L'abilità di Lenin, contro l'attendismo di altri bolscevichi, sta in questo: recepire la radicalizzazione. Assecondarla, e farsi portavoce di un principio d'ordine. Di un principio decisionale. Semplice. Comprensibile. Efficace. Invano i socialisti rivoluzionari e i menscevichi tentano di dare una forma lineare al processo, ipotizzando al soviet - dove via via vanno in minoranza - un «governo di tutti i socialisti di sinistra». L'errore loro è quello di voler evitare una rottura, di temporeggiare sulla guerra, ma soprattutto sulla cacciata di quel governo Kerensky, che annovera numerosi socialisti di sinistra al suo interno. È quello di confidare in un trapasso pacifico, democratico, poi da sanzionare con l'impegno già strappato dell'«Assemblea Costituente» (liquidata dai bolscevichi in seguito). Impossibile, in quelle condizioni castrofiche, ogni transizione morbida.

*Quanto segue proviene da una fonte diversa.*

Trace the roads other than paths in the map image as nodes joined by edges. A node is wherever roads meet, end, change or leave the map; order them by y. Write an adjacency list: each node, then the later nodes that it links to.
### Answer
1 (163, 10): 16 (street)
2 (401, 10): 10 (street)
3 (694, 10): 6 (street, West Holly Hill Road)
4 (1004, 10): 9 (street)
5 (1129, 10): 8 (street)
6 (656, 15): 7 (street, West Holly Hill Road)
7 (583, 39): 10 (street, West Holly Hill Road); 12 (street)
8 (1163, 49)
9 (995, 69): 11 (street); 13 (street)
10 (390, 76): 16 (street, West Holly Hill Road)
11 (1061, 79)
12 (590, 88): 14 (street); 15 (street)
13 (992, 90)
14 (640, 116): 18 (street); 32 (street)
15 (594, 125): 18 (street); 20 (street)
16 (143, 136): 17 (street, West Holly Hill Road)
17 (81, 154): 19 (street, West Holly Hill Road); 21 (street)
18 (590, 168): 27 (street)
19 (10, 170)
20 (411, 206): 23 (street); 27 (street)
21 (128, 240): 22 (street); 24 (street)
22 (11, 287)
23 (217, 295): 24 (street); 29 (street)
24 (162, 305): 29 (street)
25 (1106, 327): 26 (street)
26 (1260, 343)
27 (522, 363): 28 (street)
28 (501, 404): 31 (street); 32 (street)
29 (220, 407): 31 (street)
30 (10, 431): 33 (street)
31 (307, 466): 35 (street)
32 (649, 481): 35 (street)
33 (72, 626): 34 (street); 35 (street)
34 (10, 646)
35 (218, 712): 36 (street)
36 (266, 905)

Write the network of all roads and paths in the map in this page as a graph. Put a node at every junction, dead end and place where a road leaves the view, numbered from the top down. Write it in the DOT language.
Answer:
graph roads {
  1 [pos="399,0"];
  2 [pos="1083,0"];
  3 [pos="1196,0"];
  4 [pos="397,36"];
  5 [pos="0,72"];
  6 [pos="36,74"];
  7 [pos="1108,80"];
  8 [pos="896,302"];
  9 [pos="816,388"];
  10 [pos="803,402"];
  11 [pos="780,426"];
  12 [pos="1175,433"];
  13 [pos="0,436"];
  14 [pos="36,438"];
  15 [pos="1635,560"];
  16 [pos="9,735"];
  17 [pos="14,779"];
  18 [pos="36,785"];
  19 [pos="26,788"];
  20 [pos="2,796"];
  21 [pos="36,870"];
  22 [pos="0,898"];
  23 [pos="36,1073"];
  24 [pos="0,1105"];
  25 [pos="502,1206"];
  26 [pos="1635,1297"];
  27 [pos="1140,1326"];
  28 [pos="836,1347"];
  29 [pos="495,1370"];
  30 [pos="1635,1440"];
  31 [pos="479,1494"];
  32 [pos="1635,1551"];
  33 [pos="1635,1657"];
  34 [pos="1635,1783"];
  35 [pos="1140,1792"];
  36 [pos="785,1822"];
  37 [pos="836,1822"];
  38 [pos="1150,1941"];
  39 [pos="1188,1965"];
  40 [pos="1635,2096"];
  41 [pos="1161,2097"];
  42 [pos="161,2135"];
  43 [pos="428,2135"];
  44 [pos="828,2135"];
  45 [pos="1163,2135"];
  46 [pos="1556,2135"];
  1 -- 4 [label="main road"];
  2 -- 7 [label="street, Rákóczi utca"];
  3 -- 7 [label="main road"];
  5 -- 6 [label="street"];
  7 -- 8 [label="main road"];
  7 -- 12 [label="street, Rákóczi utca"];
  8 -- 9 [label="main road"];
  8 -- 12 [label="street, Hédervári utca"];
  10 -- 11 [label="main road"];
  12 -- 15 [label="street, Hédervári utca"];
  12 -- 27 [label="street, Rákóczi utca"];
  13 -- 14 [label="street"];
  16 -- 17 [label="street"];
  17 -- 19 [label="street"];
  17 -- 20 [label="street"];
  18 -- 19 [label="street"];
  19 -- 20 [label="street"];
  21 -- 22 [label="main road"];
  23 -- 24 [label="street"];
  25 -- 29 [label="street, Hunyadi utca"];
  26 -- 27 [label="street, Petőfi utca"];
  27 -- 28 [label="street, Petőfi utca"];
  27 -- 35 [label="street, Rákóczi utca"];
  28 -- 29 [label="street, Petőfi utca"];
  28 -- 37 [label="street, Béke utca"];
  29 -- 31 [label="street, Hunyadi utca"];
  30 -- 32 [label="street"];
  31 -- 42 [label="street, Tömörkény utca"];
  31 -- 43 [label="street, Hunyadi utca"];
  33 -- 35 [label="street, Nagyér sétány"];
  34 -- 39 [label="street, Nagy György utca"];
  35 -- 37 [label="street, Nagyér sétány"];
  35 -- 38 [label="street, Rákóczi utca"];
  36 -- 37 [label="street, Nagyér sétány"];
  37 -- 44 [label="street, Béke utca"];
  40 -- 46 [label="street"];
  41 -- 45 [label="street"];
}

Ed è così che i bolscevichi «danno» i tempi. Votano infatti il 25 ottobre l'ordine del giorno sul governo unitario, ma contestualmente, e in precedenza, hanno già occupato i punti strategici della città, grazie al Comando militare del soviet che hanno «infiltrato». Giocano sui due tavoli, i bolscevichi. Sono emanazione del soviet, ma al contempo forzano ad esso la mano. Sicchè dopo aver votato la mozione unitaria, e aver assistito all'uscita per protesta dei menscevichi avversi, vanno a raccogliere - unici depositari del potere - l'eredità di Kerenski, messo in fuga nella stessa giornata.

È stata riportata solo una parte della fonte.